*Raw data*:
.....
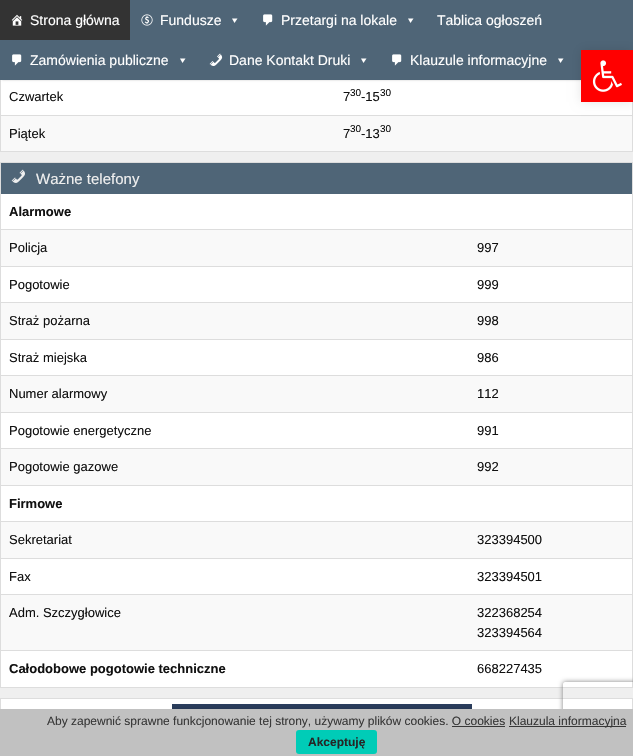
void draw(SkCanvas* canvas) {
	SkPaint fill;
	fill.setAntiAlias(true);
	auto makeFont = [&](const char* family, int weight, float size, bool italic = false) {
		SkFontStyle style(weight, SkFontStyle::kNormal_Width,
			italic ? SkFontStyle::kItalic_Slant : SkFontStyle::kUpright_Slant);
		SkFont result(fontMgr->matchFamilyStyle(family, style), size);
		result.setSubpixel(true);
		return result;
	};
	auto text = [&](const char* s, float x, float y, const SkFont& font) {
		canvas->drawString(s, x, y, font, fill);
	};
	auto box = [&](float l, float t, float r, float b) {
		canvas->drawRect(SkRect::MakeLTRB(l, t, r, b), fill);
	};
	auto roundBox = [&](float l, float t, float r, float b, float radius) {
		canvas->drawRoundRect(SkRect::MakeLTRB(l, t, r, b), radius, radius, fill);
	};
	auto picture = [&](const char* path, float l, float t, float r, float b) {
		auto image = SkImages::DeferredFromEncodedData(SkData::MakeFromFileName(path));
		canvas->drawImageRect(image, SkRect::MakeLTRB(l, t, r, b), SkSamplingOptions());
	};
	canvas->clear(0xFFEFEFEF);
	fill.setColor(0xFFFFFFFF);
	box(1, 80, 632, 115);
	fill.setStyle(SkPaint::kStroke_Style);
	fill.setStrokeWidth(1);
	fill.setColor(0xFFDDDDDD);
	canvas->drawRect(SkRect::MakeLTRB(0.5f, -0.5f, 632.5f, 151.5f), fill);
	fill.setStyle(SkPaint::kFill_Style);
	fill.setColor(0x33000000);
	fill.setMaskFilter(SkMaskFilter::MakeBlur(kNormal_SkBlurStyle, 1));
	canvas->drawRect(SkRect::MakeLTRB(2, 4, 631, 80), fill);
	fill.setMaskFilter(nullptr);
	fill.setColor(0xFF4F6577);
	box(0, 0, 633, 80);
	fill.setColor(0xFF333333);
	box(0, 0, 130, 40);
	picture("image0.png", 11, 14, 23, 26);
	picture("image1.png", 141, 14, 153, 26);
	fill.setColor(0xFFFFFFFF);
	canvas->drawPath(SkPathBuilder().moveTo(237.5f, 18.5f).lineTo(234.5f, 23).lineTo(232, 18.5f).close().detach(), fill);
	picture("image2.png", 263, 14, 273, 26);
	canvas->drawPath(SkPathBuilder().moveTo(413.5f, 18.5f).lineTo(410.5f, 23).lineTo(408, 18.5f).close().detach(), fill);
	picture("image2.png", 12, 54, 22, 66);
	canvas->drawPath(SkPathBuilder().moveTo(185.5f, 58.5f).lineTo(182.5f, 63).lineTo(180, 58.5f).close().detach(), fill);
	picture("image3.png", 209, 53, 223, 66);
	canvas->drawPath(SkPathBuilder().moveTo(366.5f, 58.5f).lineTo(363.5f, 63).lineTo(361, 58.5f).close().detach(), fill);
	picture("image2.png", 392, 54, 402, 66);
	canvas->drawPath(SkPathBuilder().moveTo(563.5f, 58.5f).lineTo(560.5f, 63).lineTo(558, 58.5f).close().detach(), fill);
	fill.setColor(0xFFDDDDDD);
	box(1, 115, 633, 116);
	fill.setColor(0xFFF9F9F9);
	box(1, 116, 632, 151);
	fill.setColor(0x1A000000);
	fill.setMaskFilter(SkMaskFilter::MakeBlur(kNormal_SkBlurStyle, 5));
	canvas->drawRect(SkRect::MakeLTRB(581, 50, 633, 102), fill);
	fill.setMaskFilter(nullptr);
	fill.setColor(0xFFFF0000);
	box(581, 50, 633, 102);
	picture("image4.png", 592, 60, 622, 92);
	fill.setColor(0xFFFFFFFF);
	box(1, 194, 632, 687);
	fill.setStyle(SkPaint::kStroke_Style);
	fill.setColor(0xFFDDDDDD);
	canvas->drawRect(SkRect::MakeLTRB(0.5f, 162.5f, 632.5f, 687.5f), fill);
	fill.setStyle(SkPaint::kFill_Style);
	fill.setColor(0xFF4F6577);
	box(1, 163, 632, 194);
	picture("image5.png", 11, 169, 25, 183);
	fill.setColor(0xFFF9F9F9);
	box(1, 230, 632, 266);
	fill.setColor(0xFFDDDDDD);
	box(1, 229, 633, 230);
	box(1, 266, 633, 267);
	fill.setColor(0xFFF9F9F9);
	box(1, 303, 632, 339);
	fill.setColor(0xFFDDDDDD);
	box(1, 302, 633, 303);
	box(1, 339, 633, 340);
	fill.setColor(0xFFF9F9F9);
	box(1, 376, 632, 412);
	fill.setColor(0xFFDDDDDD);
	box(1, 375, 633, 376);
	box(1, 412, 633, 413);
	fill.setColor(0xFFF9F9F9);
	box(1, 449, 632, 485);
	fill.setColor(0xFFDDDDDD);
	box(1, 448, 633, 449);
	box(1, 485, 633, 486);
	fill.setColor(0xFFF9F9F9);
	box(1, 522, 632, 558);
	fill.setColor(0xFFDDDDDD);
	box(1, 521, 633, 522);
	box(1, 558, 633, 559);
	fill.setColor(0xFFF9F9F9);
	box(1, 595, 632, 650);
	fill.setColor(0xFFDDDDDD);
	box(1, 594, 633, 595);
	box(1, 650, 633, 651);
	fill.setColor(0xFFFFFFFF);
	box(1, 699, 632, 709);
	fill.setStyle(SkPaint::kStroke_Style);
	fill.setColor(0xFFDDDDDD);
	canvas->drawRect(SkRect::MakeLTRB(0.5f, 698.5f, 632.5f, 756.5f), fill);
	picture("image6.png", 172, 704, 472, 709);
	canvas->save();
	canvas->clipPath(SkPathBuilder(SkPathFillType::kEvenOdd).moveTo(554, 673).lineTo(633, 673).lineTo(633, 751).lineTo(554, 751).close().moveTo(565, 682).lineTo(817, 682).cubicTo(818, 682, 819, 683, 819, 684).lineTo(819, 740).cubicTo(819, 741, 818, 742, 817, 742).lineTo(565, 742).cubicTo(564, 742, 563, 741, 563, 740).lineTo(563, 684).cubicTo(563, 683, 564, 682, 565, 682).close().detach(), true);
	fill.setStyle(SkPaint::kFill_Style);
	fill.setColor(0xFF808080);
	fill.setMaskFilter(SkMaskFilter::MakeBlur(kNormal_SkBlurStyle, 2.5f));
	canvas->drawRoundRect(SkRect::MakeLTRB(563, 682, 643, 742), 2, 2, fill);
	fill.setMaskFilter(nullptr);
	canvas->restore();
	fill.setColor(0xFFC1C1C1);
	box(0, 709, 633, 756);
	fill.setColor(0xFF383838);
	box(509, 726, 626, 727);
	box(452, 726, 505, 727);
	fill.setColor(0xFF00CCB7);
	roundBox(296, 730, 377, 754, 3);
	auto font1 = makeFont("Liberation Sans", 400, 14);
	fill.setColor(0xFFFFFFFF);
	text("Strona główna", 30, 25, font1);
	text("Fundusze", 160, 25, font1);
	text("Przetargi na lokale", 281, 25, font1);
	text("Tablica ogłoszeń", 437, 25, font1);
	text("Zamówienia publiczne", 30, 65, font1);
	text("Dane Kontakt Druki", 229, 65, font1);
	text("Klauzule informacyjne", 410, 65, font1);
	auto font2 = makeFont("Liberation Sans", 400, 13);
	fill.setColor(0xFF111111);
	text("Czwartek", 9, 101, font2);
	text("7", 343, 101, font2);
	auto font3 = makeFont("Liberation Sans", 400, 10);
	text("30", 350, 96, font3);
	text("-15", 361, 101, font2);
	text("30", 380, 96, font3);
	text("Piątek", 9, 138, font2);
	text("7", 343, 138, font2);
	text("30", 350, 132, font3);
	text("-13", 361, 138, font2);
	text("30", 380, 132, font3);
	auto font4 = makeFont("Liberation Sans", 400, 15);
	fill.setColor(0xFFEFEFEF);
	text("Ważne telefony", 36, 184, font4);
	auto font5 = makeFont("Liberation Sans", 700, 13);
	fill.setColor(0xFF111111);
	text("Alarmowe", 9, 216, font5);
	text("Policja", 9, 252, font2);
	text("997", 477, 252, font2);
	text("Pogotowie", 9, 289, font2);
	text("999", 477, 289, font2);
	text("Straż pożarna", 9, 325, font2);
	text("998", 477, 325, font2);
	text("Straż miejska", 9, 362, font2);
	text("986", 477, 362, font2);
	text("Numer alarmowy", 9, 398, font2);
	text("112", 477, 398, font2);
	text("Pogotowie energetyczne", 9, 435, font2);
	text("991", 477, 435, font2);
	text("Pogotowie gazowe", 9, 471, font2);
	text("992", 477, 471, font2);
	text("Firmowe", 9, 508, font5);
	text("Sekretariat", 9, 544, font2);
	text("323394500", 477, 544, font2);
	text("Fax", 9, 581, font2);
	text("323394501", 477, 581, font2);
	text("Adm. Szczygłowice", 9, 617, font2);
	text("322368254", 477, 617, font2);
	text("323394564", 477, 637, font2);
	text("Całodobowe pogotowie techniczne", 9, 673, font5);
	text("668227435", 477, 673, font2);
	auto font6 = makeFont("Liberation Sans", 400, 12);
	fill.setColor(0xFF383838);
	text("Aby zapewnić sprawne funkcjonowanie tej strony, używamy plików cookies. O cookies", 47, 725, font6);
	text("Klauzula informacyjna", 509, 725, font6);
	auto font7 = makeFont("Liberation Sans", 700, 12);
	fill.setColor(0xFF262626);
	text("Akceptuję", 308, 746, font7);
}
.....
*What to do*:
Give back, unchanged, the run of lines in the listing above that begins at the line containing "fill.setColor(0xFF808080);" and ends at the line containing "9, 508, font5);", both included.

*Solution to this exercise*:
	fill.setColor(0xFF808080);
	fill.setMaskFilter(SkMaskFilter::MakeBlur(kNormal_SkBlurStyle, 2.5f));
	canvas->drawRoundRect(SkRect::MakeLTRB(563, 682, 643, 742), 2, 2, fill);
	fill.setMaskFilter(nullptr);
	canvas->restore();
	fill.setColor(0xFFC1C1C1);
	box(0, 709, 633, 756);
	fill.setColor(0xFF383838);
	box(509, 726, 626, 727);
	box(452, 726, 505, 727);
	fill.setColor(0xFF00CCB7);
	roundBox(296, 730, 377, 754, 3);
	auto font1 = makeFont("Liberation Sans", 400, 14);
	fill.setColor(0xFFFFFFFF);
	text("Strona główna", 30, 25, font1);
	text("Fundusze", 160, 25, font1);
	text("Przetargi na lokale", 281, 25, font1);
	text("Tablica ogłoszeń", 437, 25, font1);
	text("Zamówienia publiczne", 30, 65, font1);
	text("Dane Kontakt Druki", 229, 65, font1);
	text("Klauzule informacyjne", 410, 65, font1);
	auto font2 = makeFont("Liberation Sans", 400, 13);
	fill.setColor(0xFF111111);
	text("Czwartek", 9, 101, font2);
	text("7", 343, 101, font2);
	auto font3 = makeFont("Liberation Sans", 400, 10);
	text("30", 350, 96, font3);
	text("-15", 361, 101, font2);
	text("30", 380, 96, font3);
	text("Piątek", 9, 138, font2);
	text("7", 343, 138, font2);
	text("30", 350, 132, font3);
	text("-13", 361, 138, font2);
	text("30", 380, 132, font3);
	auto font4 = makeFont("Liberation Sans", 400, 15);
	fill.setColor(0xFFEFEFEF);
	text("Ważne telefony", 36, 184, font4);
	auto font5 = makeFont("Liberation Sans", 700, 13);
	fill.setColor(0xFF111111);
	text("Alarmowe", 9, 216, font5);
	text("Policja", 9, 252, font2);
	text("997", 477, 252, font2);
	text("Pogotowie", 9, 289, font2);
	text("999", 477, 289, font2);
	text("Straż pożarna", 9, 325, font2);
	text("998", 477, 325, font2);
	text("Straż miejska", 9, 362, font2);
	text("986", 477, 362, font2);
	text("Numer alarmowy", 9, 398, font2);
	text("112", 477, 398, font2);
	text("Pogotowie energetyczne", 9, 435, font2);
	text("991", 477, 435, font2);
	text("Pogotowie gazowe", 9, 471, font2);
	text("992", 477, 471, font2);
	text("Firmowe", 9, 508, font5);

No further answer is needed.